Stablecoin regulation should include essential components to protect the financial system such as creating types of reserve assets, ensuring issuers honor direct redemption claims, and establishing limits on risk maturity transformation activities. In addition, reserve segregation and coin holder claims in bankruptcy or insolvency should be honored. But questions remain on how we should regulate Stablecoins, and indeed, who should even regulate them– questions that have proven especially challenging in consideration of the need to balance the interests of different stakeholders and the financial system itself.

For Stablecoins to be regulated, they need to be classified into a certain category. However, creating a new category for crypto assets altogether may be more ideal. Because Stablecoins are not treated as deposits, the Federal Reserve (Fed) and the Office of the Comptroller of Currency have limited oversight. The Securities and Exchange Commission (SEC) also has limited authority unless the Stablecoins are classified as securities. If they are, they will be subject to bigger disclosure requirements. But paradoxically, such classification might not be of importance due to the Fed’s willingness in issuing a Central Bank Digital Currency (CBDC) or more simply a digital dollar, which might be introduced to a separate category of regulation. The CBDC would make money directly available to the public, hence, increasing outreach to people with no access to the financial system. The CBDC’s innovations however, can coexist with the current Stablecoin market, as the Fed can issue coins, while the private sector can build rails and applications. But the magnitude of dealing with millions and maybe billions of users is increasingly over the Feds power and capabilities. Therefore, this might also indicate a radical change to commercial banking soon if they do not adjust accordingly.

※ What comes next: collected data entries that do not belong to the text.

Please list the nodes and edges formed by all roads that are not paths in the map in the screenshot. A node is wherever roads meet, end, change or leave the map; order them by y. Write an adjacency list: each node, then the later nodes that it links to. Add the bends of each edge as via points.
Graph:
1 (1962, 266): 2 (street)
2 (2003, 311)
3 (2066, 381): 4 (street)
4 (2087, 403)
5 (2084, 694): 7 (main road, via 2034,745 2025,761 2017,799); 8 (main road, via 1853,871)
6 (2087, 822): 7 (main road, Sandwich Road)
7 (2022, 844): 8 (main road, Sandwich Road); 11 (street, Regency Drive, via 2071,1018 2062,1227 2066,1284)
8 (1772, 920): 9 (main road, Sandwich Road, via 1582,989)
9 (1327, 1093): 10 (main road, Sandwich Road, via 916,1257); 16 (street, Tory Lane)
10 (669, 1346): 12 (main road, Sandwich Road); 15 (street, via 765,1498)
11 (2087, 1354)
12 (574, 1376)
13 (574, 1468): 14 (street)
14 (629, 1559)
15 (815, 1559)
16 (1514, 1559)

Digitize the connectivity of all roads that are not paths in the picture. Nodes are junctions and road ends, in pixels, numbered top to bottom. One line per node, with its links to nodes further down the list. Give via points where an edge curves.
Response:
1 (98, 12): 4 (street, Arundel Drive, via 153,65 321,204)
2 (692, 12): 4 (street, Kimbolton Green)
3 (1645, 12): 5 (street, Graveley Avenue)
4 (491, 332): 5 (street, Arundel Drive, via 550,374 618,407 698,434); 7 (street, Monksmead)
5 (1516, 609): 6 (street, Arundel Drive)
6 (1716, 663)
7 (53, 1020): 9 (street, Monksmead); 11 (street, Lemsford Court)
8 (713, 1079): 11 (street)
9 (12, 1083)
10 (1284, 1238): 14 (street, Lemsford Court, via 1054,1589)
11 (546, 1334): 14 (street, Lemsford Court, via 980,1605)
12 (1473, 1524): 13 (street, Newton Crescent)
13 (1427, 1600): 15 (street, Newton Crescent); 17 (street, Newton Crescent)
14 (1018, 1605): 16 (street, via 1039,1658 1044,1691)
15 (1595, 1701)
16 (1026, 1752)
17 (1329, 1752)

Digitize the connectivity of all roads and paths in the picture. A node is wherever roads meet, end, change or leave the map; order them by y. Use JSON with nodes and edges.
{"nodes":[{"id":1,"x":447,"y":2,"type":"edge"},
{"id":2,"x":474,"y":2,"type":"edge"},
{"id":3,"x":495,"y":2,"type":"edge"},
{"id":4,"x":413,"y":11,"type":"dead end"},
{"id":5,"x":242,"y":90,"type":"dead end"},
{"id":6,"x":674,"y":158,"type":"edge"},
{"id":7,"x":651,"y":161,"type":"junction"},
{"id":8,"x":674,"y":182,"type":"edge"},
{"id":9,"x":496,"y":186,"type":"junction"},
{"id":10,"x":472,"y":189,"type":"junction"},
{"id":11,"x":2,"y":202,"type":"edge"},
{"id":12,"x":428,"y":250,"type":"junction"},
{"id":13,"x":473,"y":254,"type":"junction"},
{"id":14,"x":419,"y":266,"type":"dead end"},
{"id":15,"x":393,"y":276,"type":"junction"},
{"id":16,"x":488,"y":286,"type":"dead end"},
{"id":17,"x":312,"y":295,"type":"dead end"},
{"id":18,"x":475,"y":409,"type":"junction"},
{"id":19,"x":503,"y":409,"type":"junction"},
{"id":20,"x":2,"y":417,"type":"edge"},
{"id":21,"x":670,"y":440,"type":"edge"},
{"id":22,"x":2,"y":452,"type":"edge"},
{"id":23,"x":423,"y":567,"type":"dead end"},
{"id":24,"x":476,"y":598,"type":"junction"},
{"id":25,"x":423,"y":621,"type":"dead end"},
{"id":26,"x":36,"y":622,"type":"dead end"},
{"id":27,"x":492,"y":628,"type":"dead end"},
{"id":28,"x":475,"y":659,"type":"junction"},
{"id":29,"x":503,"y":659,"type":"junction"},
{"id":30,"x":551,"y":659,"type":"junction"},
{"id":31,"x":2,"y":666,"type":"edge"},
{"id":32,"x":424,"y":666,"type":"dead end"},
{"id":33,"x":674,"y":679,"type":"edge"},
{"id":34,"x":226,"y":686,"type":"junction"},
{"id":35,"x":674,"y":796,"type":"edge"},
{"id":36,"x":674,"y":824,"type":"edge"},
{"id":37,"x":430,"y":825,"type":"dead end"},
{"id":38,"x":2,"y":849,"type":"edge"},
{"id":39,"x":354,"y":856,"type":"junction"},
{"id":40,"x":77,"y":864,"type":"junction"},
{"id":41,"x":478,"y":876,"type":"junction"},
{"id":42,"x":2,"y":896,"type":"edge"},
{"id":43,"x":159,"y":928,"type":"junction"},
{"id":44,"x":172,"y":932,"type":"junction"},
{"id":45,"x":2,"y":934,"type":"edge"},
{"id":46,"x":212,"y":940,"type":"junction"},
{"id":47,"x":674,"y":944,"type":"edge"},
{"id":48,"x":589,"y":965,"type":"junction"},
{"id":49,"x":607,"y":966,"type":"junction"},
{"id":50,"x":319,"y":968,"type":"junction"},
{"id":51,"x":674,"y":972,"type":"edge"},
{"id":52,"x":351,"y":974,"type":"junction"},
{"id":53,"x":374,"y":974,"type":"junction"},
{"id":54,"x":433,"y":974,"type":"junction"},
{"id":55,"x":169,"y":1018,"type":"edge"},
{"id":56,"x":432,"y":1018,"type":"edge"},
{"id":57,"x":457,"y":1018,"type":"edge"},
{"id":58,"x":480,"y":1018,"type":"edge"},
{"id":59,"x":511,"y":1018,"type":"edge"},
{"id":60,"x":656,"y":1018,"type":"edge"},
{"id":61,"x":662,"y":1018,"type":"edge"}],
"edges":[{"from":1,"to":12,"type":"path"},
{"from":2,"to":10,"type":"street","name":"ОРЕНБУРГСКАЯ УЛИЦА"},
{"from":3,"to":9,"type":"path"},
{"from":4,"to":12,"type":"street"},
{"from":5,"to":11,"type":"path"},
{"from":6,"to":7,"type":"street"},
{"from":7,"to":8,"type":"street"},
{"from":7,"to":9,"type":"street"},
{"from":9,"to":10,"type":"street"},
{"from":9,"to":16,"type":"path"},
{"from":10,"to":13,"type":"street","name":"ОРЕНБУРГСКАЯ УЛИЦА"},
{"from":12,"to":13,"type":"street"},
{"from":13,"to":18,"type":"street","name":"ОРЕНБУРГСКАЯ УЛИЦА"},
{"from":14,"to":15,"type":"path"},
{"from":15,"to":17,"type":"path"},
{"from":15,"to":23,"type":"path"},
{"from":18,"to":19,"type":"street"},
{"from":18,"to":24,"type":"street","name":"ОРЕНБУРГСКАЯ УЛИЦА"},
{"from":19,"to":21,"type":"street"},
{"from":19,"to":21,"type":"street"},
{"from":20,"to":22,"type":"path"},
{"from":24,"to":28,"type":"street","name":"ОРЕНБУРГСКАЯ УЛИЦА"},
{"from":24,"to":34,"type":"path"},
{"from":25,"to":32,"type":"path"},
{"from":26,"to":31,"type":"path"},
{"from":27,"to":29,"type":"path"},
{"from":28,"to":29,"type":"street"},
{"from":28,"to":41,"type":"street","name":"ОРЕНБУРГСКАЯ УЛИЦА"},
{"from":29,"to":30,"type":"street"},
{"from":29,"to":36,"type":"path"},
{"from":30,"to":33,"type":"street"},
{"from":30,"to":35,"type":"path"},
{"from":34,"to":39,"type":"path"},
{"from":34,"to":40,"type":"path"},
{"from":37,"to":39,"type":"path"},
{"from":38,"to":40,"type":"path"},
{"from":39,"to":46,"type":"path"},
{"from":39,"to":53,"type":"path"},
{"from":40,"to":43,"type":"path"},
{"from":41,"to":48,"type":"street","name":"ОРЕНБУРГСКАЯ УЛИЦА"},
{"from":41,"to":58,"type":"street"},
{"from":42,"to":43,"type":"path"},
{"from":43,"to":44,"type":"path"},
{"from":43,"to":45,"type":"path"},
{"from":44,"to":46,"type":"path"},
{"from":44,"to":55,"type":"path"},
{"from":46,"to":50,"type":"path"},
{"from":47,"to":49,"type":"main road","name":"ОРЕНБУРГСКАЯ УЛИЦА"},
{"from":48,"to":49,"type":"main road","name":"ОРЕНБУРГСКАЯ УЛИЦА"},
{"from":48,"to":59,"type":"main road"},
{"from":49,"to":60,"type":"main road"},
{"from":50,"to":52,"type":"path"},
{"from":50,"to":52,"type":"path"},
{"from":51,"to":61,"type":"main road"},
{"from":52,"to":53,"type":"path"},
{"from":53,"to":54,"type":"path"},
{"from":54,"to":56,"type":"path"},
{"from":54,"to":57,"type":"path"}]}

The US needs to catch up as China has already cleared over $5.3 billion in transactions through its digital renminbi. While it may be tempting to preserve the status quo, blockchain technology can reshape market structure and improve competition if regulated properly. Adopting digital currencies, such as Stablecoins, provides ease in transactions, convenience for unrepresented minorities in the financial system, and acts as a direct bridge between central banks and people. Maintaining the status quo within the era of rapid technological innovation, hampers competition and innovation, forcing individuals to shift to the new unregulated financial system. The question for central banks and regulators is which approach can improve competition, lower cost, and increase access to the financial system. Afterall, regulatory frameworks will define if and when the technology can deliver on its potential.